We represent programs in the Noise DSL as a deep embedding:
type token = E | ES | S | SS type step = list token type handshake = list step
We write our code in what we call a “hybrid embedding” style. Parts of our code
operate over the deep-embedding, recurse over the steps of the handshake, and
maintain compile-time data, such as “this is the
i-th step of the handshake”.
Other parts use the regular Low* shallow embedding and perform the actual
The part of the code that operates over the deep embedding executes at compile-time, and thus belongs to the first stage. After the first stage has executed, all that remains is code for the second stage, using the Low* shallow embedding, hence the name “hybrid embedding”.

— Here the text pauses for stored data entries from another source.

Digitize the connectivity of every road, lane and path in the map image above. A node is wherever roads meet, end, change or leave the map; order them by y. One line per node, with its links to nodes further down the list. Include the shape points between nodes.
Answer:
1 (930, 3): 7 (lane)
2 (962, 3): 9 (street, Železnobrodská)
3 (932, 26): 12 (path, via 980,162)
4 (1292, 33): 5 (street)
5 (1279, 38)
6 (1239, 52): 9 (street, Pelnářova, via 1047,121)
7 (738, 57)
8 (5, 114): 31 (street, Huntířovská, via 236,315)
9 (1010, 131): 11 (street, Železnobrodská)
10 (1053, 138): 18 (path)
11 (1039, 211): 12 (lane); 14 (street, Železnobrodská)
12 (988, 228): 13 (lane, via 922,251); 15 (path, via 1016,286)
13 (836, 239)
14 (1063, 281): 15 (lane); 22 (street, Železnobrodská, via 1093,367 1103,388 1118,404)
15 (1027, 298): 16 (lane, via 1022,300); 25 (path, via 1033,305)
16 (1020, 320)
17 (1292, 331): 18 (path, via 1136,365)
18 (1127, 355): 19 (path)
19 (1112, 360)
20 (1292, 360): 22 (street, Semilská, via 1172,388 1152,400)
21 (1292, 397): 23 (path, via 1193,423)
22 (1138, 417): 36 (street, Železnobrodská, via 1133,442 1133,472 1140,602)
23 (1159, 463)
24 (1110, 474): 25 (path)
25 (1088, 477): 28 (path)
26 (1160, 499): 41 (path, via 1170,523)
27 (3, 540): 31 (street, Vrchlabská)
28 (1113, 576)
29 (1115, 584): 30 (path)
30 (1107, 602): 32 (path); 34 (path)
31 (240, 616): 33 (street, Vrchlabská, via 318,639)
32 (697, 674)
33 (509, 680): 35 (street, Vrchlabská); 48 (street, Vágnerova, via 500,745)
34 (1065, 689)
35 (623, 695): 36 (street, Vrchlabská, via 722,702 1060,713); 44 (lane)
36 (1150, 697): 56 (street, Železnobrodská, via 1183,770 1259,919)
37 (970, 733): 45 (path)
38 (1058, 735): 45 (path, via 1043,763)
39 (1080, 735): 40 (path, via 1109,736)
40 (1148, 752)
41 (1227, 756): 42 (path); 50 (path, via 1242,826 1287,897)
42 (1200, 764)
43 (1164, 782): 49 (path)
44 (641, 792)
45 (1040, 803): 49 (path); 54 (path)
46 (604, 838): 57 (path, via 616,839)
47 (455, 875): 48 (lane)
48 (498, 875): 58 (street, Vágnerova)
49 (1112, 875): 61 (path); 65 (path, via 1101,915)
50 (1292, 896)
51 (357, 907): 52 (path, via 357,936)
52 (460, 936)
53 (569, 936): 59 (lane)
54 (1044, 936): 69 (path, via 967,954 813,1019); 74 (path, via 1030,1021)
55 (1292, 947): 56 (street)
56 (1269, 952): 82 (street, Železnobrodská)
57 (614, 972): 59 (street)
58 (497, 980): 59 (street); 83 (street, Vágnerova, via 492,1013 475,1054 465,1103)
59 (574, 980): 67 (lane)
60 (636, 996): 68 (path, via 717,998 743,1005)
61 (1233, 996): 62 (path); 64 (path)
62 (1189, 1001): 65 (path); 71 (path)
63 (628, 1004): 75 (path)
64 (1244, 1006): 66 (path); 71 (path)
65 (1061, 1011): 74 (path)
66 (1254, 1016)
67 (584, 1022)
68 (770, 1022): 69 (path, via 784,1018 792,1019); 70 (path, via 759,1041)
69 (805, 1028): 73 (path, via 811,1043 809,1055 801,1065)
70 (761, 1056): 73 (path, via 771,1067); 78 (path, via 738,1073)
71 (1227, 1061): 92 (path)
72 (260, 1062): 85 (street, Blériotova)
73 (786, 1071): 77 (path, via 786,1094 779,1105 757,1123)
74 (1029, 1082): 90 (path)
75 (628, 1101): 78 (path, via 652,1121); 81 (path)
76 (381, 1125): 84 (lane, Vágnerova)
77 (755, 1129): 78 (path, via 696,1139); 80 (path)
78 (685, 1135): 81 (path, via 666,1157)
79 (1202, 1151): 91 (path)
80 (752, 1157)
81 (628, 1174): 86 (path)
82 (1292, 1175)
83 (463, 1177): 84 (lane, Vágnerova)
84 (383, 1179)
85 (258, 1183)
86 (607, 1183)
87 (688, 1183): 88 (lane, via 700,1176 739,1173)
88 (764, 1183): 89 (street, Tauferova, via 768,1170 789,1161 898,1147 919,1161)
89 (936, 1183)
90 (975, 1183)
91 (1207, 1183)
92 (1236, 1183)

Concretely, we write an interpreter for Noise programs, whose actions are in Low*:
let rec eval_token (t: token) (s: state) = match t with | ES -> // This is the Low* call and appears in the generated code. The // surroundings (let rec, match) are "compiler code" and reduce away at // compile-time. diffie_hellman s.encryption_key s.ephemeral s.remote_static | ... and eval_step (tokens: step) (s: state) = match tokens with | t :: tokens -> eval_token t s; eval_step tokens s |  -> () and ...
Thanks to the first Futamura
we can partially apply the
eval_* series of functions to one specific program
in the Noise* DSL. In the case of the first step of
IKpsk2, we obtain:
eval_step [ E; ES S; SS ] s ~> // reduces to eval_token E s; eval_step [ ES; S; SS ] s ~> // reduces to eval_token E s; eval_token ES s; eval_step [ S; SS ] s ~> // reduces to generate_ephemeral s.ephemeral; diffie_hellman s.encryption_key s.ephemeral s.remote_static ...
In other words, we have embedded a protocol compiler in F*’s normalizer; to compile a Noise program, it suffices to perform a partial application and the compiler runs at compile-time in F*. The compiler produces a complete protocol stack, including state machine, defensive API, data structures for managing the peer list, and state serialization/deserialization, fully specialized for the given Noise protocol.
This technique allows for a fair degree of sophistication; we have
expression-level compiler steps (the
matches) above; but we also have
type-level reduction steps: for instance, some fields of the state reduce to
unit when not needed for the chosen Noise protocol, which in turn guarantees
that they won’t appear in the resulting C code.
Naturally, making this work in practice requires a high degree of familiarity with F*’s internals; and I would lie if I said that we never pulled our hair trying to debug a normalizer loop! But the end result is conceptually quite satisfying, and thanks to Son Ho’s incredible work, yielded a very exciting paper that he will present this week at Oakland.
Verifying code is hard, labor-intensive, and exhausting. Any technique that makes the task easier yields substantial gains of productivity (and student happiness). Opportunities abound for leveraging PL techniques to automate the production of verified code! Instead of directly writing Low* code, it is oftentimes much more efficient to write code that produces Low* code. The extra degree of indirection pays off; and the most dramatic gains are achieved when the team’s expertise combines cryptography and PL.